• [PROBLEM STATEMENT] With no omissions, write out every record given below.

*** Opening RECORDS TO USE ***

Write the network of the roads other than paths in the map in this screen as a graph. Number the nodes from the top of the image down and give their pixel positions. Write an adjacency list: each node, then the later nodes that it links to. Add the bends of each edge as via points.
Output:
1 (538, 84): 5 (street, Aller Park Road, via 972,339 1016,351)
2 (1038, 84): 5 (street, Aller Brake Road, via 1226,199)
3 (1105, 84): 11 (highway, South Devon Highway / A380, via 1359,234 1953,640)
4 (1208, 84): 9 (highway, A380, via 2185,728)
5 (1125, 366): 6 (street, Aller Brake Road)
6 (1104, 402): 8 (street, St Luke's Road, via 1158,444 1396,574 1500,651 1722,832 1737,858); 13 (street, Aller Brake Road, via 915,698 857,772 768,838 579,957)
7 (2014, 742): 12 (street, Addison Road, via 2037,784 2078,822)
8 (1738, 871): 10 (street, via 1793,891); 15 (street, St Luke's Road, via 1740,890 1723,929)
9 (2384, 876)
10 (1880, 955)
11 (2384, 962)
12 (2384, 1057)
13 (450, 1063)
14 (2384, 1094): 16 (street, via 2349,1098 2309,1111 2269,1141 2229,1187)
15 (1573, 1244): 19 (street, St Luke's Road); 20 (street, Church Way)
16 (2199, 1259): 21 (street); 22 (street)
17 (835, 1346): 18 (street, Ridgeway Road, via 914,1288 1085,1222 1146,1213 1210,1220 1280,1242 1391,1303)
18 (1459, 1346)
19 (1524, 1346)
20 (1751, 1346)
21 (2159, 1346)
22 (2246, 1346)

*** Closing RECORDS TO USE ***

• [RESULT BELOW]
Write the network of the roads other than paths in the map in this screen as a graph. Number the nodes from the top of the image down and give their pixel positions. Write an adjacency list: each node, then the later nodes that it links to. Add the bends of each edge as via points.
Output:
1 (538, 84): 5 (street, Aller Park Road, via 972,339 1016,351)
2 (1038, 84): 5 (street, Aller Brake Road, via 1226,199)
3 (1105, 84): 11 (highway, South Devon Highway / A380, via 1359,234 1953,640)
4 (1208, 84): 9 (highway, A380, via 2185,728)
5 (1125, 366): 6 (street, Aller Brake Road)
6 (1104, 402): 8 (street, St Luke's Road, via 1158,444 1396,574 1500,651 1722,832 1737,858); 13 (street, Aller Brake Road, via 915,698 857,772 768,838 579,957)
7 (2014, 742): 12 (street, Addison Road, via 2037,784 2078,822)
8 (1738, 871): 10 (street, via 1793,891); 15 (street, St Luke's Road, via 1740,890 1723,929)
9 (2384, 876)
10 (1880, 955)
11 (2384, 962)
12 (2384, 1057)
13 (450, 1063)
14 (2384, 1094): 16 (street, via 2349,1098 2309,1111 2269,1141 2229,1187)
15 (1573, 1244): 19 (street, St Luke's Road); 20 (street, Church Way)
16 (2199, 1259): 21 (street); 22 (street)
17 (835, 1346): 18 (street, Ridgeway Road, via 914,1288 1085,1222 1146,1213 1210,1220 1280,1242 1391,1303)
18 (1459, 1346)
19 (1524, 1346)
20 (1751, 1346)
21 (2159, 1346)
22 (2246, 1346)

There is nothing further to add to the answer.